Go through the records, and copy each line in which the string "dead" is present.

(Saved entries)
* * *

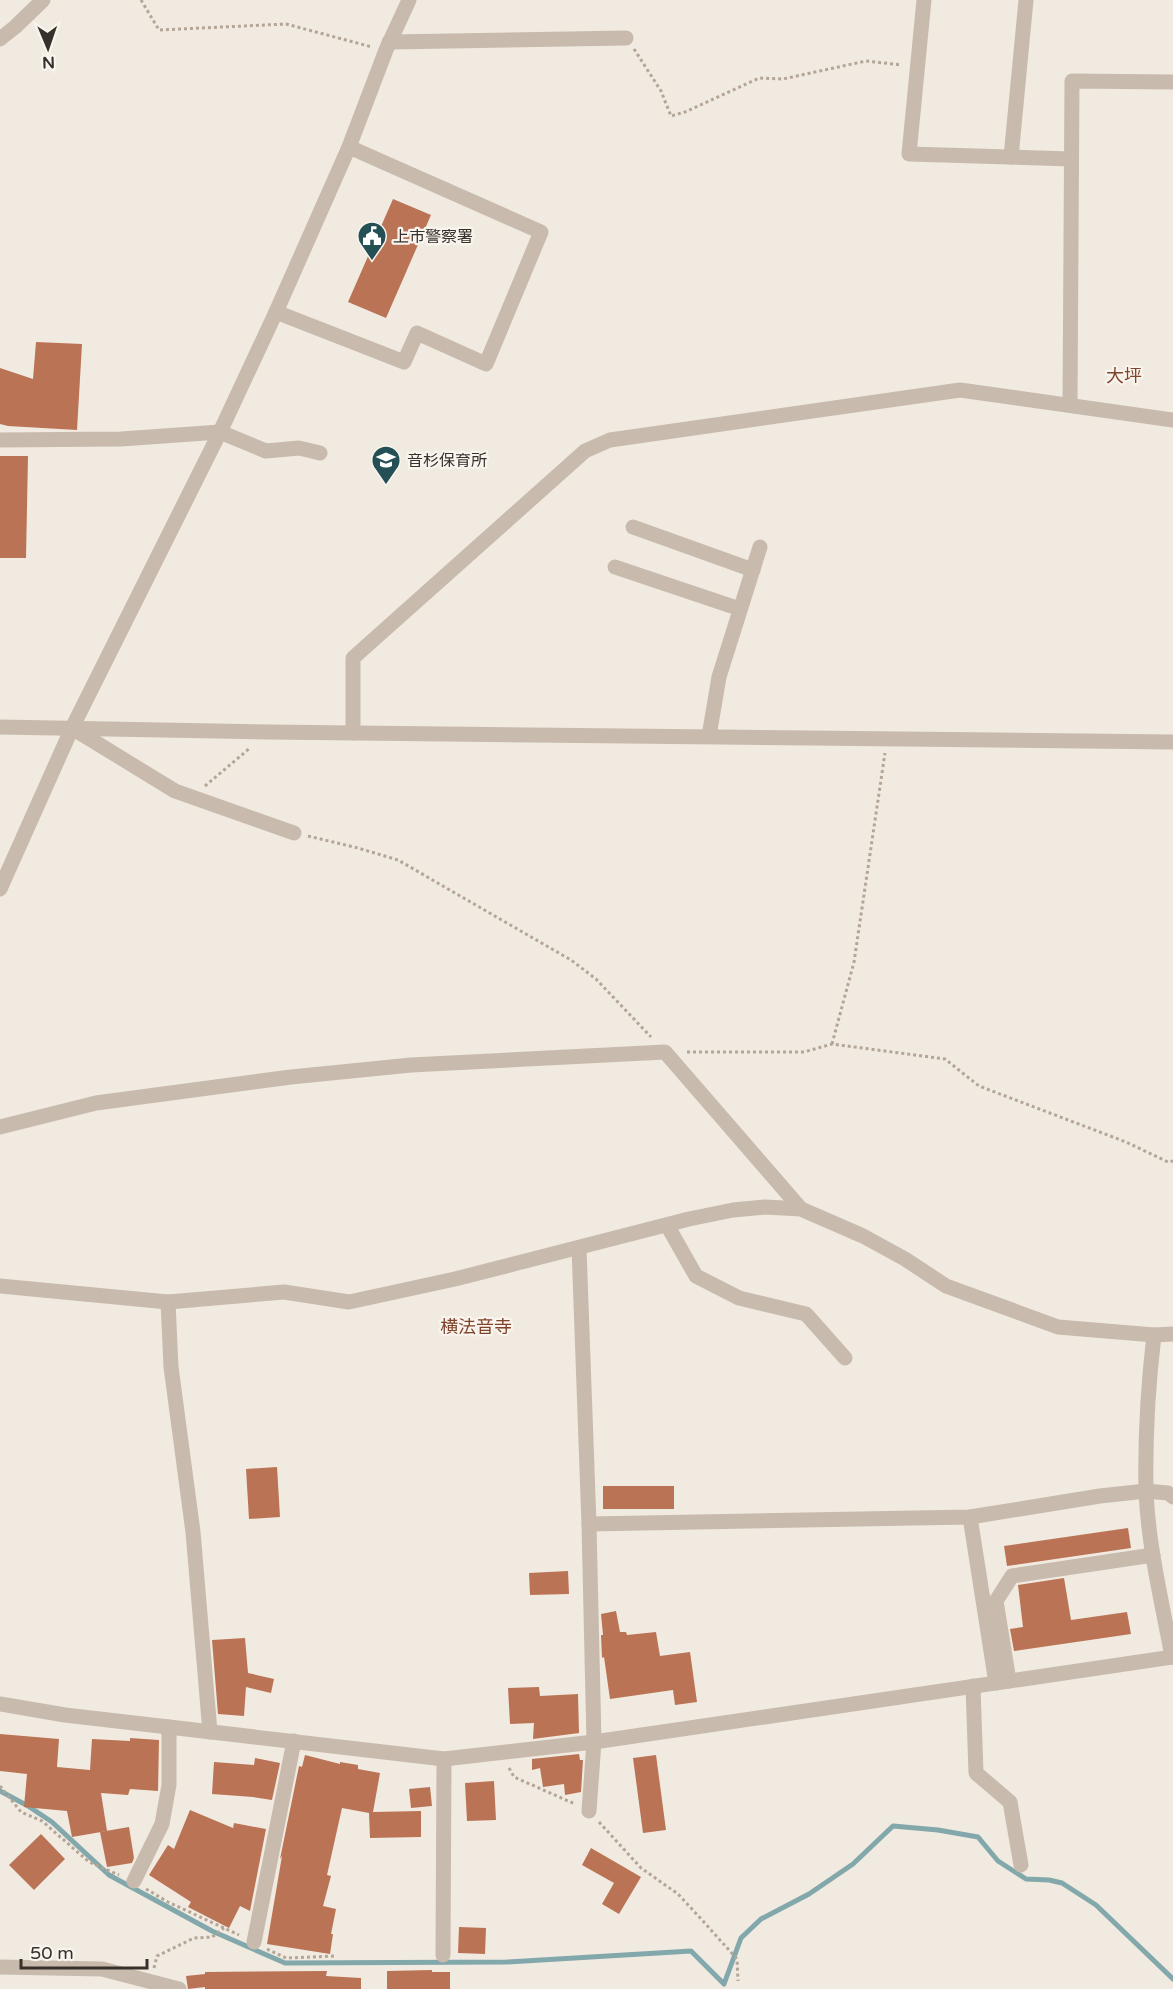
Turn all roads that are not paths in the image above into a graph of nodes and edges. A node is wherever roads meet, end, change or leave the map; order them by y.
1 (43, 0) edge
2 (409, 0) edge
3 (924, 0) edge
4 (1026, 0) edge
5 (626, 38) road end
6 (0, 39) edge
7 (387, 46) junction
8 (1173, 82) edge
9 (349, 147) junction
10 (1011, 157) junction
11 (1071, 159) junction
12 (276, 312) junction
13 (1070, 405) junction
14 (1173, 420) edge
15 (220, 432) junction
16 (0, 440) edge
17 (320, 453) dead end
18 (633, 527) dead end
19 (760, 547) dead end
20 (615, 567) dead end
21 (753, 570) junction
22 (740, 609) junction
23 (0, 727) edge
24 (72, 728) junction
25 (353, 733) junction
26 (709, 736) junction
27 (1173, 742) edge
28 (294, 833) road end
29 (0, 889) edge
30 (0, 1127) edge
31 (801, 1209) junction
32 (667, 1225) junction
33 (579, 1248) junction
34 (0, 1286) edge
35 (168, 1302) junction
36 (1173, 1334) edge
37 (1154, 1335) junction
38 (846, 1358) dead end
39 (1146, 1491) junction
40 (1173, 1497) edge
41 (970, 1517) junction
42 (589, 1524) junction
43 (1154, 1555) junction
44 (1172, 1657) edge
45 (1002, 1682) junction
46 (973, 1686) junction
47 (0, 1704) edge
48 (169, 1726) junction
49 (210, 1732) junction
50 (294, 1741) junction
51 (594, 1742) junction
52 (444, 1759) junction
53 (590, 1811) road end
54 (1021, 1865) dead end
55 (134, 1881) road end
56 (254, 1942) road end
57 (443, 1955) dead end
58 (0, 1967) edge
59 (179, 1989) edge

1 - 6 street
2 - 7 street
3 - 10 street
4 - 10 street
5 - 7 street
7 - 9 street
8 - 11 street
9 - 12 street
9 - 12 street
10 - 11 street
11 - 13 street
12 - 15 street
13 - 14 street
13 - 25 street
15 - 16 street
15 - 17 street
15 - 24 street
18 - 21 street
19 - 21 street
20 - 22 street
21 - 22 street
22 - 26 street
23 - 24 street
24 - 25 street
24 - 28 street
24 - 29 street
25 - 26 street
26 - 27 street
30 - 31 street
31 - 32 street
31 - 37 street
32 - 33 street
32 - 38 street
33 - 35 street
33 - 42 street
34 - 35 street
35 - 49 street
36 - 37 street
37 - 39 street
39 - 40 street
39 - 41 street
39 - 43 street
41 - 42 street
41 - 45 street
42 - 51 street
43 - 44 street
43 - 45 street
44 - 45 street
45 - 46 street
46 - 51 street
46 - 54 street
47 - 48 street
48 - 49 street
48 - 55 street
49 - 50 street
50 - 52 street
50 - 56 street
51 - 52 street
51 - 53 street
52 - 57 street
58 - 59 street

* * *

Problem solution:
17 (320, 453) dead end
18 (633, 527) dead end
19 (760, 547) dead end
20 (615, 567) dead end
38 (846, 1358) dead end
54 (1021, 1865) dead end
57 (443, 1955) dead end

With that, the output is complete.